Aunque le hacía trampas. Siempre supe arreglármelas para sacar más dólares por fuera. Lo que no te he contado fue cuando me apañó por primera vez, exactamente a los dieciséis días de conocerlo. Cómo voy a olvidar la madrugada del dieciséis de agosto del noventaiuno: Nefastófeles me cachó mezclando de mi coca con la suya para hacer más ganancia, y no quiero decirte lo que me hizo. Digamos que yo nunca me había acostado con nadie sólo para que me dejara de escupir. Cachetada, cachetada, escupitajo. Otras dos cachetadas, otras babas. Y vaya que había materia prima. Te juro que las cachetadas me tenían sin cuidado. O sea las soportaba, ¿ajá? Pero sentir los salivazos en la cara, no poder ni abrir los párpados sin ver los hilos de su baba en mis pestañas, o en los pelos que ya me había jaloneado, o en la peluca que en cualquier momento iba a echar por la ventana, eso yo no podía seguir soportándolo. Me gritaba: Te van a matar, narquita patiabierta, y con eso me hacía llorar más, así que de repente dije: Lo beso o me mata. ¿Te imaginas lo que es sentir horror de que un gañán te mate a punta de gargajos? Claro que darle besos no era así que dijeras la solución ideal, porque a partir de ese momento su saliva pasó de mi cara a mi lengua. ¿Sabes lo que es un beso de Nefastófeles? Todo menos una delicia para el paladar. Así que yo pensaba: Violetta, estás cogiendo con un rottweiler drogadicto, acuérdate de que su aliento a chinche putrefacta es un poco mejor que sus mordidas.

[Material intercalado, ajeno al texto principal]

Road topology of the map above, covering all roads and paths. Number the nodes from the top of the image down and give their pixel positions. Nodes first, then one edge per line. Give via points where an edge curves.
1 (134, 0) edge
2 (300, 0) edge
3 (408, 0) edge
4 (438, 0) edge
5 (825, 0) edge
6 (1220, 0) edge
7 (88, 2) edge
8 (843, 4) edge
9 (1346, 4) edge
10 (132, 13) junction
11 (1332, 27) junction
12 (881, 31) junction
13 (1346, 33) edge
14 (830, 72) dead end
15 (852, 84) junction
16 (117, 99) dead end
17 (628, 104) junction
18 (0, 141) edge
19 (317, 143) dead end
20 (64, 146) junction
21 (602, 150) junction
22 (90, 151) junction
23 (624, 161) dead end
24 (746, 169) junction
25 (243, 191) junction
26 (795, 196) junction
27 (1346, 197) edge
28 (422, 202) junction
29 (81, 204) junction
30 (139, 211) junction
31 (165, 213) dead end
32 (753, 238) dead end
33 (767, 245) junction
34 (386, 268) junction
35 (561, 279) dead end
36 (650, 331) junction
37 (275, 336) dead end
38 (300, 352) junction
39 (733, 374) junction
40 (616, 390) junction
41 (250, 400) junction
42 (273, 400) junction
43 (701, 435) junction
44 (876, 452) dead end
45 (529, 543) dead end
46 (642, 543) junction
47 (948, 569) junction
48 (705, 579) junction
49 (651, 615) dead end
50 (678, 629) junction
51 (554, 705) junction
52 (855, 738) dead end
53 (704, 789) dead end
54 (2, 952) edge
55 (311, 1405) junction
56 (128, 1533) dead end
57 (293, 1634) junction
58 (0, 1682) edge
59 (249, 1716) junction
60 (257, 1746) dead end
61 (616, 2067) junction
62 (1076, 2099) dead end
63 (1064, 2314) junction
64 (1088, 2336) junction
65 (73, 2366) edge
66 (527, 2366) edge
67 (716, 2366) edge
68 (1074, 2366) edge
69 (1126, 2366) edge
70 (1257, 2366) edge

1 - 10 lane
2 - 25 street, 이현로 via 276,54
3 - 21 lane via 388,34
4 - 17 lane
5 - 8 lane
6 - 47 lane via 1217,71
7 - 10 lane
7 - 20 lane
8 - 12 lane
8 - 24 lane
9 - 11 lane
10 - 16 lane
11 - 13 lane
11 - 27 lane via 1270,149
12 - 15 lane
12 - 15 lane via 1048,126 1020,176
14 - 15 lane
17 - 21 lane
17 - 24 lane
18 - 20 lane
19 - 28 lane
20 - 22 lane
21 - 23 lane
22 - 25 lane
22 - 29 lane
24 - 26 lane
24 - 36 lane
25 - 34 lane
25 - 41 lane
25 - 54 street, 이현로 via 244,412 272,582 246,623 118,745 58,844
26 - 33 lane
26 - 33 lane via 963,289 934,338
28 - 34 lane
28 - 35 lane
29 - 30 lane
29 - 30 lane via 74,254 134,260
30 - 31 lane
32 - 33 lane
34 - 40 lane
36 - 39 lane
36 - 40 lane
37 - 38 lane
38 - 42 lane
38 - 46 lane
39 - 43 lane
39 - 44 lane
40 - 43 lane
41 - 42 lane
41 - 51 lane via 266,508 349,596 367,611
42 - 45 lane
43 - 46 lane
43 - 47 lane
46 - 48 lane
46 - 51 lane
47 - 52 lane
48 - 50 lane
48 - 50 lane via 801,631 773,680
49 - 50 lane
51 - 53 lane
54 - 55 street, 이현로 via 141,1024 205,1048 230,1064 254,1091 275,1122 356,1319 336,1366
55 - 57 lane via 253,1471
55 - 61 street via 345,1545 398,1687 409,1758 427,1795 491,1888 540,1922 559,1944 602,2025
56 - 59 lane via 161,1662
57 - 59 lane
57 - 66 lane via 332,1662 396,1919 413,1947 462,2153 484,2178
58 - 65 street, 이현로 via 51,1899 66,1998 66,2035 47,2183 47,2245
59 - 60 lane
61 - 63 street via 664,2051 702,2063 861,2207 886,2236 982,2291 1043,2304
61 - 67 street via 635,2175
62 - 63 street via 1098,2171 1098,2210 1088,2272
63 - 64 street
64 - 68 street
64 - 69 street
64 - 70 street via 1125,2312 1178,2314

Di que soy una estúpida, pero el güey me agarró. Aparte, eso de que fuera hijo de influyente me convenía mucho, pero igual me podía joder. Dependía de lo que Nefastófeles quisiera. Y como yo me había tragado toda la patraña de Papá Cónsul, estaba segurísima que al día siguiente de que nos peleáramos iba a caerme Immigration. Súmale que bien o mal yo también era adicta, y además me metía una lana vendiendo cois. Tenía que llevar la bronca por la suave, en agua dulce, pensando: Soy una princesita secuestrada por los malos. Y aguantando la vara, como diría el Nefas. A veces pienso que si no me hubiera agarrado él, tal vez habría ido a dar con otro peor. Imagíname, por ejemplo, en manos de los que le vendían el perico a Supermario. Creo que era una banda de superojetes, ¿ajá? Y en cambio Nefastófeles hacía guarradas, sacaba el cobre, se abarataba tanto que de repente le podías sacar ventaja.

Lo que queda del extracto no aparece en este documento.